Heaven's 11 had a tradition of holding and "outfit function" (beer bust) once in the fall and again in the spring. If you haven't read the story about our Christmas-time function at the Shiloh Hall, it would be very helpful to understand the context of this story.

The fall function was generally held on a weekend evening soon after Thanksgiving. This provided an opportunity for some of our outfit members to bring back deer they killed during their Thanksgiving trip home. I don't know whether it was a preference for venison or a preference for not having to pay for the meat (and I suspect it was the latter).

Well, it was our pisshead year and we were in trouble - no one had brought back any deer and the function was only a couple of days away. There were few options so one probably stood out. That's how I found myself with a group of pissheads and sergebutts that night in Bo Albritton's pickup truck.

Bo was our outfit first sergeant. He was a really straight arrow and even today I wonder what made him decide to participate. But he was the driver because he had the pickup truck with a cover on back. Vernon Carr was in the front seat with the 30-30 (rifle). I don't remember who else was along but the rest of us were in the back of the pickup.

It was about 11:00 PM and we were driving the back roads south of college station looking for deer. We saw several but never could get close enough to them. Finally, after about a half-hour of driving, we came upon a group of three or four that were grazing alongside the road and were caught in the glare of the headlights.

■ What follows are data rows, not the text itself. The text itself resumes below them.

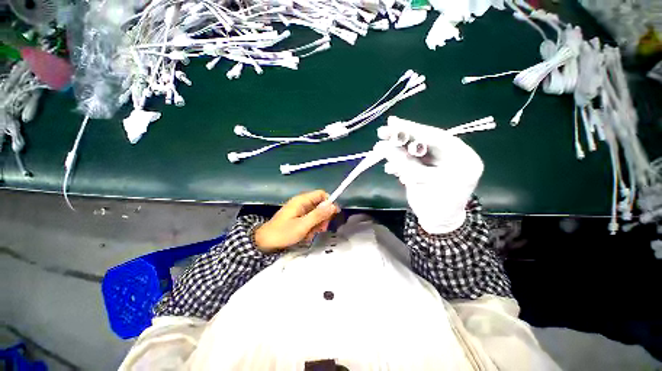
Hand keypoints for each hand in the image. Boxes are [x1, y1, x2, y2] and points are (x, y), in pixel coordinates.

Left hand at [254, 190, 339, 251]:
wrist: (264, 242)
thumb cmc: (283, 233)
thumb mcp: (303, 225)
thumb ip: (318, 215)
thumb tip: (333, 205)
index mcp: (302, 200)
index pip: (322, 194)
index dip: (329, 203)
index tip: (333, 215)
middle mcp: (302, 202)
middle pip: (320, 204)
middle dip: (323, 217)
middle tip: (321, 228)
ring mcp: (299, 210)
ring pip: (316, 213)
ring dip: (317, 224)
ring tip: (311, 234)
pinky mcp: (298, 217)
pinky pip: (310, 219)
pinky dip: (311, 227)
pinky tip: (306, 235)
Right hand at [380, 119, 483, 233]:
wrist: (438, 222)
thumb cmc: (435, 206)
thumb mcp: (421, 183)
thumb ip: (403, 163)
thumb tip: (383, 147)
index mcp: (461, 157)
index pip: (435, 136)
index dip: (412, 129)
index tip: (392, 122)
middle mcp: (453, 155)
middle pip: (424, 141)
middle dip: (402, 138)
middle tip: (382, 132)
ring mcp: (441, 161)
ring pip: (416, 150)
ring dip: (397, 151)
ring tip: (380, 150)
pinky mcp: (430, 167)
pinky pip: (413, 160)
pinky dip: (400, 162)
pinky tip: (390, 167)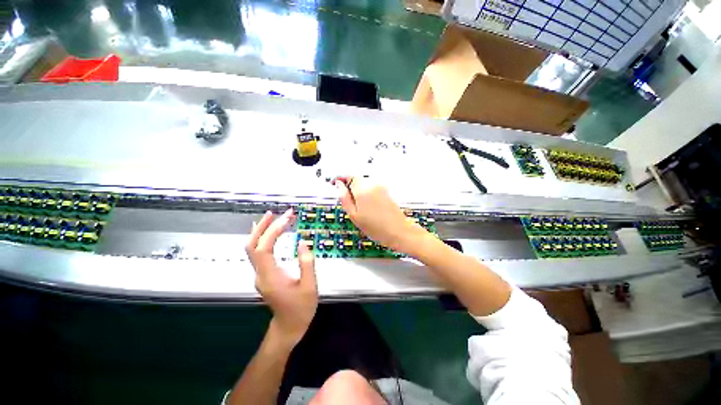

Vernon jumped from the truck and took aim. Suddenly, he squeezed off a shot - BOOM - and nothing. I'm sure Vernon was ordinarily a very good shot but that night he couldn't hit the broad side of a bar. The deer were no more than 20 - 25 yards away, normally an easy shot. However, it was nighttime and the adrenaline was pumping.

So he squeezed off another shot - BOOM - and still nothing. We began to razz him a bit so he took his time and squeezed off his third shot. Finally, he brought one down. Seeing as how it's illegal as hell, I've never been involved in something similar since so I don't have a clue about deer psychology. You're probably wondering, as I did, why the deer didn't simply run a way after the first shot… but they didn't.

Immediately after the deer fell, silence returned for all of about five or six seconds. That's when we saw the headlights and heard a car go by less than a hundred yards away. We were only a short was from the intersection with Highway 6, the major north-south highway through College Station. It scared the bejeebers out of us all.

So, we scrambled out of the back of the truck and tossed the carcass in the back with us. Then we drove around to find an out of the way location to hoist up the deer carcass and dress it. That job was probably never completed anywhere as quickly as we managed in the dark that night.

Job completed, we returned to campus. Now the question was "what to do with the carcass until the party?" The answer was to hang it in the shower from one of the showerheads and open the windows to keep the room cool.

Can you imagine the shock of those the next morning that awakened to find a deer carcass in the shower and the crapper freezing cold?